THE PROBLEM:
With all pictures excluded, restate the records that follow exactly as written.

[Stored data]
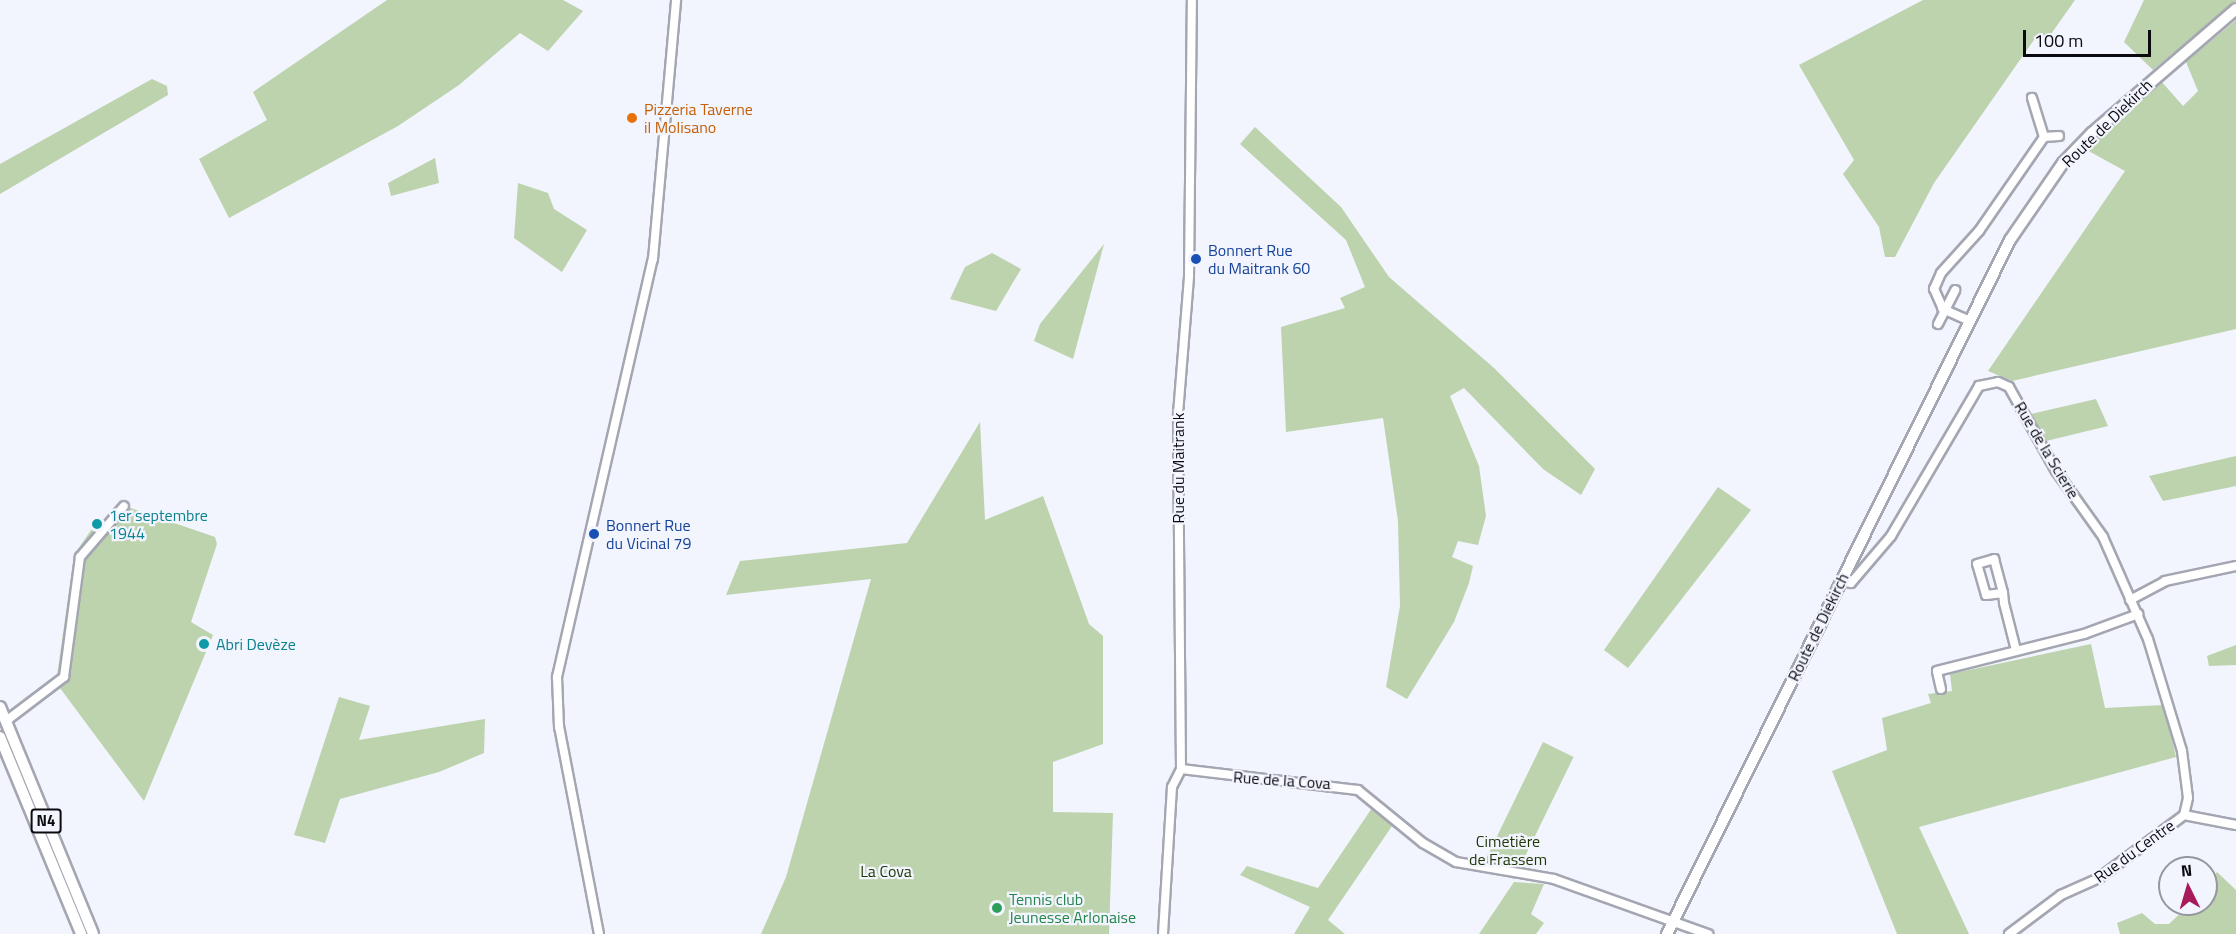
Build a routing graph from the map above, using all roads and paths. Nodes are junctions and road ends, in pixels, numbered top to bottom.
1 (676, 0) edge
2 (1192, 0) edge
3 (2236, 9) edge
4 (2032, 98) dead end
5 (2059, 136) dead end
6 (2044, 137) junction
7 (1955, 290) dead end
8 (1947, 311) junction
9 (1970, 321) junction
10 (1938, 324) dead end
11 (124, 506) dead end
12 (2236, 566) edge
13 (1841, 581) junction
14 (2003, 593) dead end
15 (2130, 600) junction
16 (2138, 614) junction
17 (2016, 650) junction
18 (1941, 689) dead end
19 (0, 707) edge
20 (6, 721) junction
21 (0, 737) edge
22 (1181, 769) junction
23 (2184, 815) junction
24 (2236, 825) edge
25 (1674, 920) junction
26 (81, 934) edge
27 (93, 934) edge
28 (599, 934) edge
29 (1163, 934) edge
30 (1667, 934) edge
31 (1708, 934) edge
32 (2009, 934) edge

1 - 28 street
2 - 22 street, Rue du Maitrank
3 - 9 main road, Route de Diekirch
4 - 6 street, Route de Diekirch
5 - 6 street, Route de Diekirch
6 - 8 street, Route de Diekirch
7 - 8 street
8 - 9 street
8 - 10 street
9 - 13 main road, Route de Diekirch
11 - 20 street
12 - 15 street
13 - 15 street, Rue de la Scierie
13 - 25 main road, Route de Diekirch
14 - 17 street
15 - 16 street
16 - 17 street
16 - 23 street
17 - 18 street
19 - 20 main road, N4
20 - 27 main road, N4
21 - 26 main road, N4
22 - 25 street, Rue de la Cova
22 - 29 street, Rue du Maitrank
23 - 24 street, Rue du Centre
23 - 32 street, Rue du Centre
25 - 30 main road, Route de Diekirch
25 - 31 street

EXPECTED OUTPUT:
Build a routing graph from the map above, using all roads and paths. Nodes are junctions and road ends, in pixels, numbered top to bottom.
1 (676, 0) edge
2 (1192, 0) edge
3 (2236, 9) edge
4 (2032, 98) dead end
5 (2059, 136) dead end
6 (2044, 137) junction
7 (1955, 290) dead end
8 (1947, 311) junction
9 (1970, 321) junction
10 (1938, 324) dead end
11 (124, 506) dead end
12 (2236, 566) edge
13 (1841, 581) junction
14 (2003, 593) dead end
15 (2130, 600) junction
16 (2138, 614) junction
17 (2016, 650) junction
18 (1941, 689) dead end
19 (0, 707) edge
20 (6, 721) junction
21 (0, 737) edge
22 (1181, 769) junction
23 (2184, 815) junction
24 (2236, 825) edge
25 (1674, 920) junction
26 (81, 934) edge
27 (93, 934) edge
28 (599, 934) edge
29 (1163, 934) edge
30 (1667, 934) edge
31 (1708, 934) edge
32 (2009, 934) edge

1 - 28 street
2 - 22 street, Rue du Maitrank
3 - 9 main road, Route de Diekirch
4 - 6 street, Route de Diekirch
5 - 6 street, Route de Diekirch
6 - 8 street, Route de Diekirch
7 - 8 street
8 - 9 street
8 - 10 street
9 - 13 main road, Route de Diekirch
11 - 20 street
12 - 15 street
13 - 15 street, Rue de la Scierie
13 - 25 main road, Route de Diekirch
14 - 17 street
15 - 16 street
16 - 17 street
16 - 23 street
17 - 18 street
19 - 20 main road, N4
20 - 27 main road, N4
21 - 26 main road, N4
22 - 25 street, Rue de la Cova
22 - 29 street, Rue du Maitrank
23 - 24 street, Rue du Centre
23 - 32 street, Rue du Centre
25 - 30 main road, Route de Diekirch
25 - 31 street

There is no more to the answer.